Integer Technologies is looking to develop and secure cyber-physical systems, with a focus on integrating Agentic AI, Large Language Models (LLMs), and Small Language Models (SLMs) into autonomous maritime craft for the Department of Defense and other U.S. Government agencies.
Requirements
- Basic experience with computer applications or software languages. Experience with Python programming is highly desired, as well as familiarity with GitHub.
- An understanding of cybersecurity principles, to include threat modeling, vulnerability assessments, and mitigation strategies.
- Strong interest in Agentic AI and Machine Learning.
- Experience in using Python for AI/ML development, with an understanding of Agentic AI, LLMs, and SLMs.
- Familiarity with AI/ML frameworks such as PyTorch, TensorFlow, or similar tools.

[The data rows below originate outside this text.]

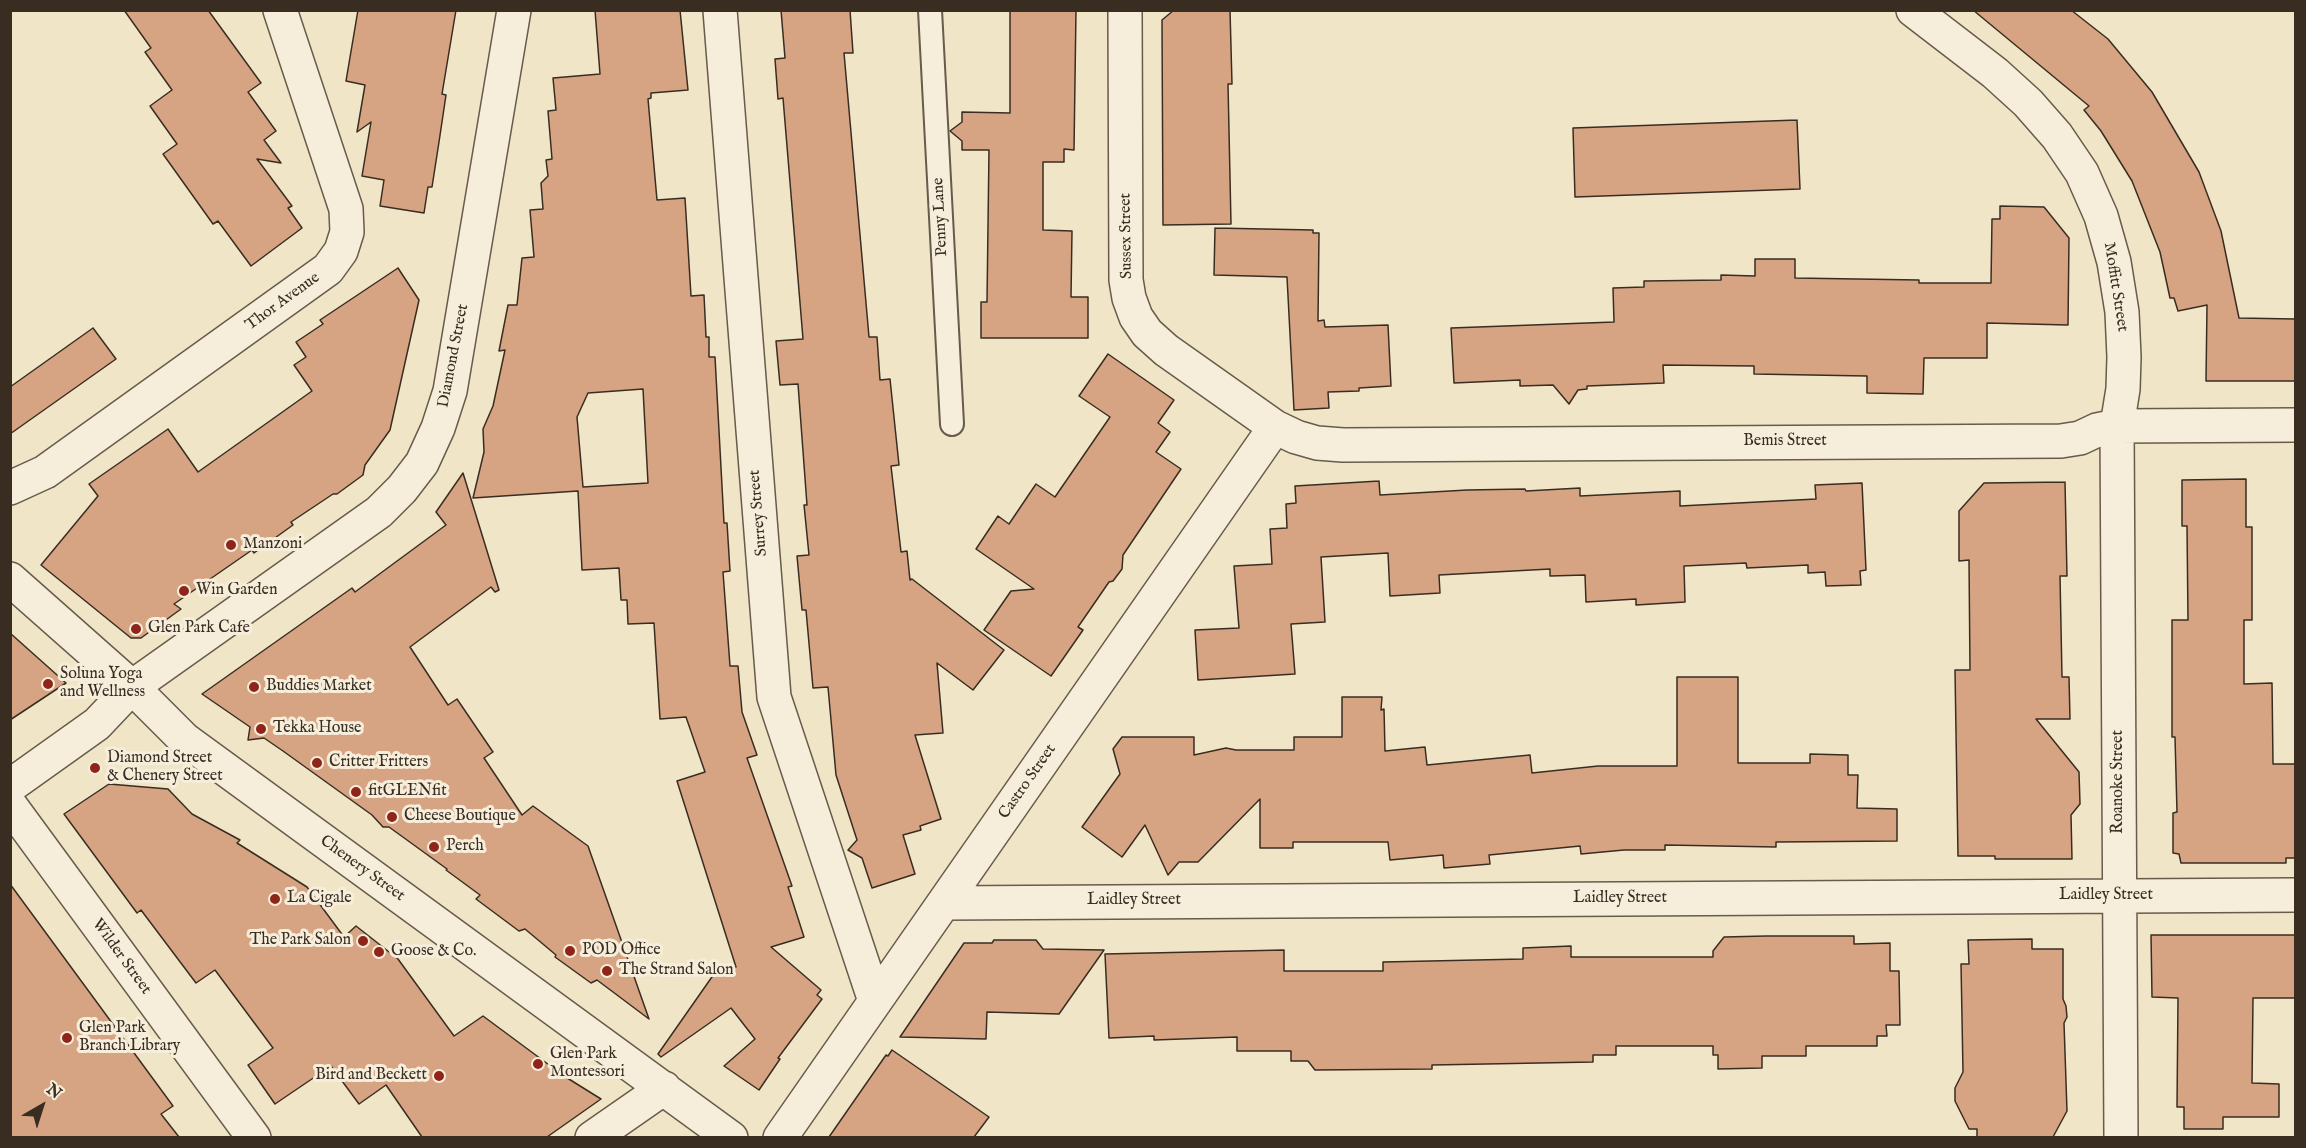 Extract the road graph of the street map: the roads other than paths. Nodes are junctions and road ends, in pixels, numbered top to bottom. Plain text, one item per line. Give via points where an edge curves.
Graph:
1 (280, 10) edge
2 (514, 10) edge
3 (720, 10) edge
4 (930, 10) edge
5 (1125, 10) edge
6 (1913, 10) edge
7 (952, 424) dead end
8 (2295, 425) edge
9 (2117, 426) junction
10 (1275, 427) junction
11 (10, 488) edge
12 (10, 579) edge
13 (132, 687) junction
14 (10, 786) edge
15 (10, 805) edge
16 (2295, 895) edge
17 (2120, 896) junction
18 (944, 903) junction
19 (875, 1001) junction
20 (664, 1088) junction
21 (254, 1137) edge
22 (592, 1137) edge
23 (731, 1137) edge
24 (780, 1137) edge
25 (2121, 1137) edge

1 - 11 street, Thor Avenue via 346,209 347,232 341,251 328,269 45,472
2 - 13 street, Diamond Street via 450,391 422,463 379,512
3 - 19 street, Surrey Street via 774,697
4 - 7 lane, Penny Lane
5 - 10 street, Sussex Street via 1129,298 1147,333 1166,350
6 - 9 street, Moffitt Street via 2028,103 2082,173 2101,216 2122,312 2123,389
8 - 9 street, Bemis Street
9 - 10 street, Bemis Street via 2061,441 1355,445 1317,443
9 - 17 street, Roanoke Street
10 - 18 street, Castro Street
12 - 13 street, Chenery Street
13 - 14 street, Diamond Street via 97,724
13 - 20 street, Chenery Street via 184,739
15 - 21 street, Wilder Street
16 - 17 street, Laidley Street
17 - 18 street, Laidley Street
17 - 25 street, Roanoke Street
18 - 19 street, Castro Street
19 - 24 street, Castro Street
20 - 22 street
20 - 23 street, Chenery Street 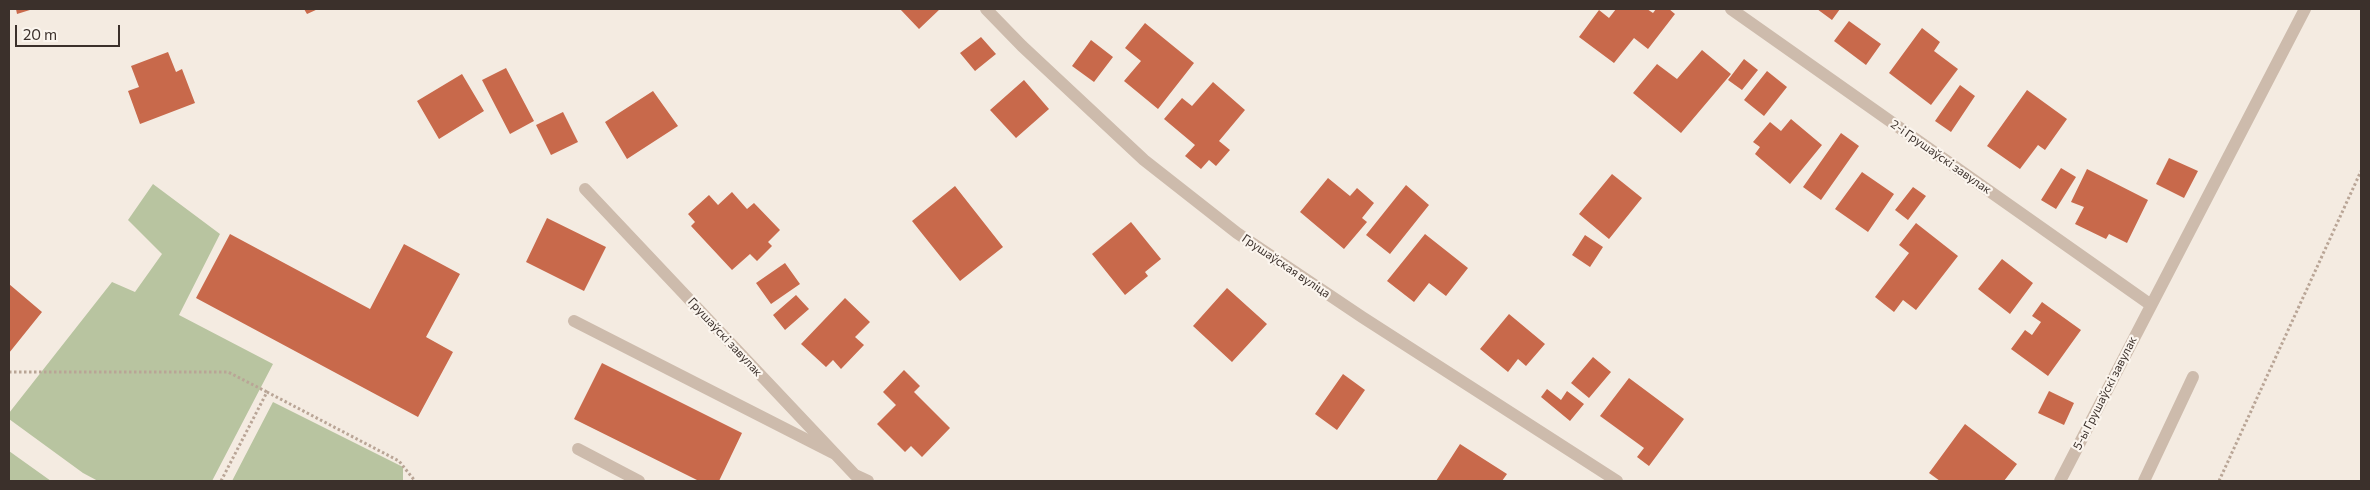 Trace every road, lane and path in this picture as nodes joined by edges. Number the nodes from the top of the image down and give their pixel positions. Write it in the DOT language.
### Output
graph roads {
  1 [pos="986,9"];
  2 [pos="1731,9"];
  3 [pos="2305,9"];
  4 [pos="2361,171"];
  5 [pos="585,189"];
  6 [pos="2151,305"];
  7 [pos="574,321"];
  8 [pos="9,372"];
  9 [pos="2193,377"];
  10 [pos="267,392"];
  11 [pos="578,449"];
  12 [pos="835,454"];
  13 [pos="853,478"];
  14 [pos="221,481"];
  15 [pos="415,481"];
  16 [pos="640,481"];
  17 [pos="868,481"];
  18 [pos="1617,481"];
  19 [pos="2060,481"];
  20 [pos="2144,481"];
  21 [pos="2219,481"];
  1 -- 18 [label="street, Грушаўская вуліца"];
  2 -- 6 [label="street, 2-і Грушаўскі завулак"];
  3 -- 6 [label="street, 5-ы Грушаўскі завулак"];
  4 -- 21 [label="path"];
  5 -- 12 [label="street, Грушаўскі завулак"];
  6 -- 19 [label="street, 5-ы Грушаўскі завулак"];
  7 -- 12 [label="street"];
  8 -- 10 [label="path"];
  9 -- 20 [label="street"];
  10 -- 14 [label="path"];
  10 -- 15 [label="path"];
  11 -- 16 [label="street"];
  12 -- 13 [label="street, Грушаўскі завулак"];
  13 -- 17 [label="street, Грушаўскі завулак"];
} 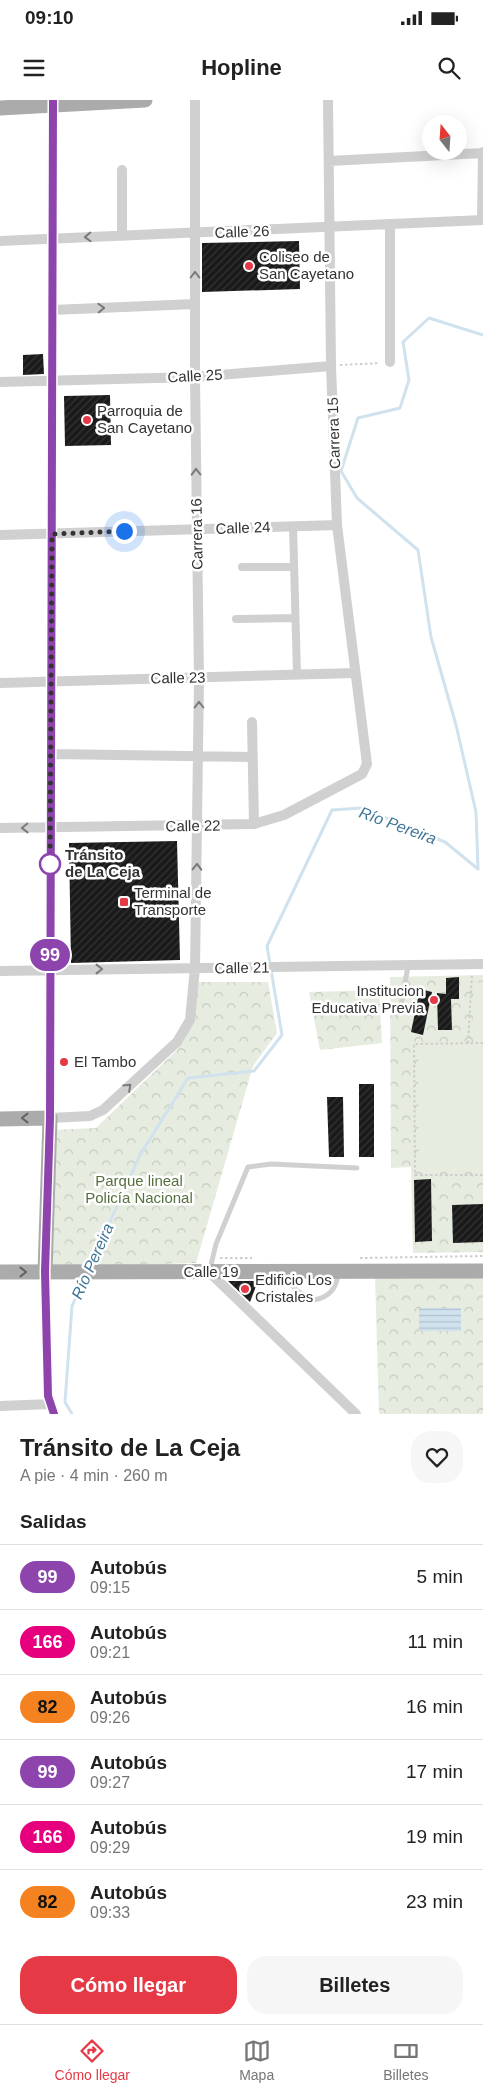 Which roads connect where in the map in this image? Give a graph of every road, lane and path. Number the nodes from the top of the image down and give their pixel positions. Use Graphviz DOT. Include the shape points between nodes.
graph roads {
  1 [pos="145,100"];
  2 [pos="195,100"];
  3 [pos="328,100"];
  4 [pos="53,103"];
  5 [pos="0,108"];
  6 [pos="483,152"];
  7 [pos="329,161"];
  8 [pos="122,170"];
  9 [pos="482,220"];
  10 [pos="390,225"];
  11 [pos="329,228"];
  12 [pos="195,233"];
  13 [pos="122,236"];
  14 [pos="53,238"];
  15 [pos="0,241"];
  16 [pos="195,304"];
  17 [pos="52,310"];
  18 [pos="390,362"];
  19 [pos="331,366"];
  20 [pos="195,377"];
  21 [pos="52,380"];
  22 [pos="0,382"];
  23 [pos="337,525"];
  24 [pos="292,526"];
  25 [pos="196,529"];
  26 [pos="52,534"];
  27 [pos="0,535"];
  28 [pos="242,567"];
  29 [pos="293,567"];
  30 [pos="294,618"];
  31 [pos="236,619"];
  32 [pos="355,674"];
  33 [pos="297,675"];
  34 [pos="199,678"];
  35 [pos="51,681"];
  36 [pos="0,683"];
  37 [pos="252,722"];
  38 [pos="51,754"];
  39 [pos="199,757"];
  40 [pos="252,757"];
  41 [pos="368,764"];
  42 [pos="254,824"];
  43 [pos="198,827"];
  44 [pos="0,828"];
  45 [pos="50,828"];
  46 [pos="478,964"];
  47 [pos="408,966"];
  48 [pos="195,968"];
  49 [pos="50,969"];
  50 [pos="0,971"];
  51 [pos="401,1006"];
  52 [pos="483,1043"];
  53 [pos="468,1044"];
  54 [pos="0,1118"];
  55 [pos="50,1118"];
  56 [pos="357,1168"];
  57 [pos="483,1175"];
  58 [pos="483,1256"];
  59 [pos="260,1258"];
  60 [pos="357,1258"];
  61 [pos="211,1265"];
  62 [pos="483,1271"];
  63 [pos="0,1272"];
  64 [pos="45,1272"];
  65 [pos="281,1272"];
  66 [pos="338,1272"];
  67 [pos="0,1406"];
  68 [pos="52,1409"];
  69 [pos="356,1414"];
  1 -- 4 [label="main road"];
  2 -- 12 [label="street, Carrera 16"];
  3 -- 7 [label="street, Carrera 15"];
  4 -- 5 [label="main road"];
  4 -- 14 [label="street"];
  6 -- 7 [label="street"];
  6 -- 9 [label="street"];
  7 -- 11 [label="street, Carrera 15"];
  8 -- 13 [label="street"];
  9 -- 10 [label="street, Calle 26"];
  10 -- 11 [label="street, Calle 26"];
  10 -- 18 [label="street"];
  11 -- 12 [label="street, Calle 26"];
  11 -- 19 [label="street, Carrera 15"];
  12 -- 13 [label="street, Calle 26"];
  16 -- 12 [label="street, Carrera 16, one-way"];
  13 -- 14 [label="street, Calle 26, one-way"];
  14 -- 15 [label="street, Calle 26"];
  14 -- 17 [label="street"];
  17 -- 16 [label="street, one-way"];
  16 -- 20 [label="street, Carrera 16"];
  17 -- 21 [label="street"];
  18 -- 19 [label="path"];
  19 -- 20 [label="street, Calle 25"];
  19 -- 23 [label="street, Carrera 15"];
  20 -- 21 [label="street, Calle 25"];
  25 -- 20 [label="street, Carrera 16, one-way"];
  21 -- 22 [label="street, Calle 25"];
  21 -- 26 [label="street"];
  23 -- 24 [label="street, Calle 24"];
  23 -- 32 [label="street, Carrera 15"];
  24 -- 25 [label="street, Calle 24"];
  24 -- 29 [label="street"];
  25 -- 26 [label="street, Calle 24"];
  25 -- 34 [label="street, Carrera 16"];
  26 -- 27 [label="street, Calle 24"];
  26 -- 35 [label="street"];
  28 -- 29 [label="street"];
  29 -- 30 [label="street"];
  30 -- 31 [label="street"];
  30 -- 33 [label="street"];
  32 -- 33 [label="street, Calle 23"];
  32 -- 41 [label="street, Carrera 15"];
  33 -- 34 [label="street, Calle 23"];
  34 -- 35 [label="street, Calle 23"];
  39 -- 34 [label="street, Carrera 16, one-way"];
  35 -- 36 [label="street, Calle 23"];
  35 -- 38 [label="street"];
  37 -- 40 [label="street"];
  38 -- 39 [label="street"];
  38 -- 45 [label="street"];
  39 -- 40 [label="street"];
  39 -- 43 [label="street, Carrera 16"];
  40 -- 42 [label="street"];
  41 -- 42 [label="street, Calle 22" via="362,774 284,815"];
  42 -- 43 [label="street, Calle 22"];
  43 -- 45 [label="street, Calle 22"];
  48 -- 43 [label="street, Carrera 16, one-way"];
  45 -- 44 [label="street, Calle 22, one-way"];
  45 -- 49 [label="street"];
  46 -- 47 [label="street, Calle 21"];
  46 -- 53 [label="path"];
  47 -- 48 [label="street, Calle 21"];
  47 -- 51 [label="lane"];
  49 -- 48 [label="street, Calle 21, one-way"];
  55 -- 48 [label="street, Carrera 16, one-way" via="90,1116 103,1110 177,1042 190,1020"];
  49 -- 50 [label="street, Calle 21"];
  49 -- 55 [label="street"];
  52 -- 53 [label="path"];
  53 -- 57 [label="path" via="414,1044 415,1174"];
  55 -- 54 [label="main road, one-way"];
  55 -- 64 [label="main road"];
  56 -- 61 [label="lane" via="271,1164 248,1167 216,1244"];
  58 -- 60 [label="path"];
  59 -- 61 [label="path"];
  61 -- 64 [label="main road, Calle 19" via="86,1273"];
  61 -- 65 [label="main road, Calle 19"];
  61 -- 69 [label="street"];
  62 -- 66 [label="main road, Calle 19"];
  63 -- 64 [label="main road, Calle 19, one-way"];
  64 -- 68 [label="street" via="48,1396"];
  65 -- 66 [label="main road, Calle 19"];
  65 -- 66 [label="lane" via="297,1291 314,1300 333,1291 338,1282"];
  67 -- 68 [label="street"];
}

- Interest in unmanned vehicles, including Unmanned Undersea Vehicles (UUVs), Unmanned Surface Vehicles (USVs), and Unmanned Aerial Vehicles (UAVs).
- Those with cybersecurity-related certifications (OSCP, Security+, CEH, etc) or presently working on certifications encouraged to apply.
Responsibilities
- Learn and apply fundamental principles of AI and cybersecurity, focusing on securing autonomous submersible and surface maritime systems with AI-driven cybersecurity solutions, including Agentic AI, LLMs, and SLMs.
- Assist with developing and implementing cybersecurity frameworks to protect uncrewed surface vessels and uncrewed underwater vessels.
- Gain experience in threat modeling, vulnerability assessments, and red team exercises to identify and mitigate risks in cyber-physical systems.
- Assist with building, validating, and securing AI/ML frameworks using Python.
- Contribute to the development of decision support frameworks for cybersecurity in uncrewed systems.
- Assist with documenting research findings and technical solutions.
Other
- Must be a U.S. Citizen.
- A senior in a bachelor's degree program or a post-graduate student in a relevant field (e.g., computer science, cybersecurity, electrical engineering, or related).
- Capable of working unsupervised after training.